Problem details: Look over the entries below. Report how many lines hold the word "Madrasah", and only that.
———
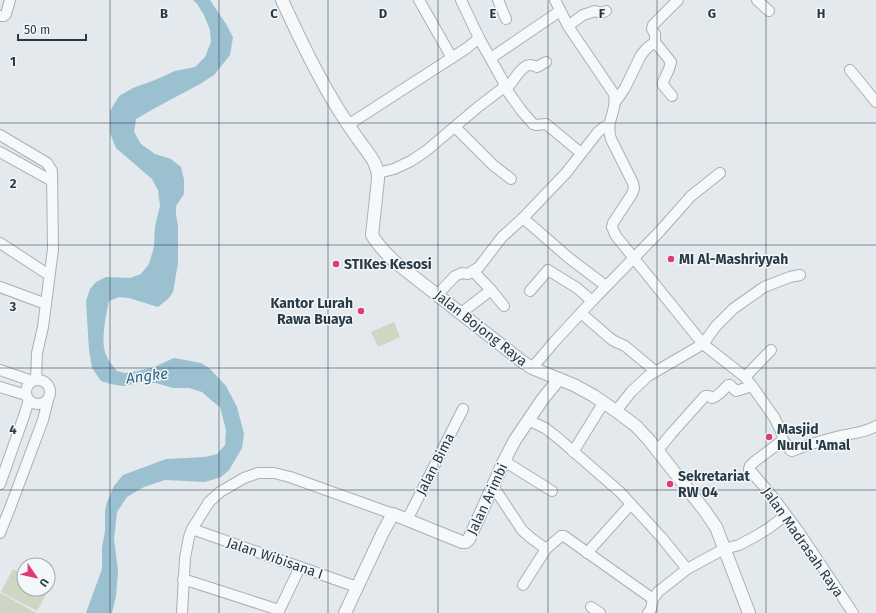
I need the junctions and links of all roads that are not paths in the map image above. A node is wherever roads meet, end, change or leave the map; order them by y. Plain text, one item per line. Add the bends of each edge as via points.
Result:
1 (10, 0) edge
2 (282, 0) edge
3 (419, 0) edge
4 (461, 0) edge
5 (498, 0) edge
6 (555, 0) edge
7 (678, 0) edge
8 (757, 0) edge
9 (606, 11) dead end
10 (769, 11) dead end
11 (560, 12) junction
12 (0, 16) edge
13 (506, 18) dead end
14 (568, 26) junction
15 (479, 38) junction
16 (655, 42) junction
17 (452, 58) junction
18 (491, 58) junction
19 (546, 62) dead end
20 (850, 70) dead end
21 (505, 88) junction
22 (672, 96) dead end
23 (616, 101) junction
24 (876, 102) edge
25 (610, 122) junction
26 (348, 125) junction
27 (455, 127) junction
28 (0, 135) edge
29 (0, 152) edge
30 (581, 153) junction
31 (378, 173) junction
32 (720, 173) dead end
33 (511, 179) dead end
34 (52, 181) junction
35 (523, 218) junction
36 (0, 243) edge
37 (633, 258) junction
38 (473, 271) junction
39 (49, 275) junction
40 (800, 275) dead end
41 (606, 286) junction
42 (0, 287) edge
43 (491, 290) junction
44 (530, 291) dead end
45 (438, 294) junction
46 (592, 301) junction
47 (46, 304) junction
48 (504, 306) dead end
49 (461, 313) junction
50 (581, 313) junction
51 (703, 344) junction
52 (771, 350) dead end
53 (532, 368) junction
54 (0, 370) edge
55 (655, 371) junction
56 (745, 377) junction
57 (559, 379) junction
58 (34, 380) junction
59 (752, 386) junction
60 (0, 387) edge
61 (28, 398) junction
62 (48, 400) junction
63 (604, 402) junction
64 (463, 409) dead end
65 (616, 410) junction
66 (528, 420) junction
67 (876, 426) edge
68 (783, 440) junction
69 (658, 450) junction
70 (573, 452) junction
71 (504, 461) junction
72 (0, 484) edge
73 (494, 486) junction
74 (552, 491) dead end
75 (631, 504) junction
76 (393, 514) junction
77 (786, 515) junction
78 (407, 520) junction
79 (192, 529) junction
80 (0, 533) edge
81 (724, 549) junction
82 (546, 550) junction
83 (587, 553) junction
84 (300, 567) junction
85 (687, 569) junction
86 (183, 579) junction
87 (524, 585) dead end
88 (357, 587) junction
89 (653, 599) junction
90 (591, 607) dead end
91 (278, 611) edge
92 (182, 613) edge
93 (345, 613) edge
94 (600, 613) edge
95 (648, 613) edge
96 (748, 613) edge
97 (853, 613) edge

1 - 12 street via 6,14
2 - 26 street via 305,50
3 - 17 street
4 - 15 street
5 - 13 street
6 - 11 street
7 - 16 street via 653,25
8 - 10 street
9 - 14 street via 583,15
11 - 14 street
11 - 18 street
14 - 23 street via 611,89
15 - 17 street
15 - 18 street
16 - 22 street via 671,62 663,85
16 - 23 street via 641,55
17 - 26 street
18 - 21 street
19 - 21 street via 537,67 530,65 523,68
20 - 24 street
21 - 27 street
21 - 30 street via 533,124 546,124
23 - 25 street
25 - 30 street
25 - 37 street via 609,132 634,188 612,227
26 - 31 street via 372,159
27 - 31 street via 426,152 411,161
27 - 33 street
28 - 34 street via 47,163 52,171
29 - 34 street
30 - 35 street via 566,173
31 - 45 street, Jalan Bojong Raya via 372,235 395,262
32 - 37 street via 692,196
34 - 39 street via 53,249
35 - 38 street via 502,237
35 - 41 street
36 - 39 street
37 - 41 street
37 - 51 street
38 - 43 street
38 - 45 street via 455,276
39 - 47 street
40 - 51 street via 764,287 733,309
41 - 46 street
42 - 47 street
43 - 48 street
43 - 49 street
44 - 46 street via 548,270
45 - 49 street, Jalan Bojong Raya
46 - 50 street
47 - 58 street
49 - 53 street, Jalan Bojong Raya
50 - 53 street
50 - 55 street
51 - 55 street
51 - 56 street
52 - 56 street
53 - 57 street, Jalan Bojong Raya
54 - 58 street
55 - 65 street via 639,384
56 - 59 street
57 - 63 street, Jalan Bojong Raya via 574,384
57 - 66 street, Jalan Arimbi
58 - 61 street via 27,387
58 - 62 street via 46,381 49,385 51,390
59 - 68 street via 774,417
59 - 69 street via 736,391 729,385 715,397 705,396
60 - 61 street
61 - 62 street via 35,404 42,404
61 - 72 street
62 - 80 street
63 - 65 street, Jalan Bojong Raya
63 - 70 street
64 - 78 street, Jalan Bima
65 - 69 street, Jalan Bojong Raya via 636,426
66 - 70 street via 550,431
66 - 71 street, Jalan Arimbi
67 - 68 street via 792,451
68 - 77 street, Jalan Madrasah Raya via 754,462 749,469
69 - 81 street, Jalan Bojong Raya via 716,527
70 - 75 street
71 - 73 street, Jalan Arimbi
71 - 74 street
73 - 78 street, Jalan Arimbi via 466,542
73 - 82 street via 522,530
75 - 83 street
75 - 85 street
76 - 78 street, Jalan Arimbi
76 - 79 street via 290,477 258,473 220,492 209,502
76 - 88 street
77 - 81 street via 756,536
77 - 97 street, Jalan Madrasah Raya
79 - 84 street, Jalan Wibisana I
79 - 86 street
81 - 85 street
81 - 96 street, Jalan Bojong Raya
82 - 83 street via 560,536 564,536
82 - 87 street
83 - 89 street
84 - 88 street, Jalan Wibisana I
84 - 91 street
85 - 89 street
86 - 91 street
86 - 92 street
88 - 93 street
89 - 95 street
90 - 94 street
———
Problem solution: 2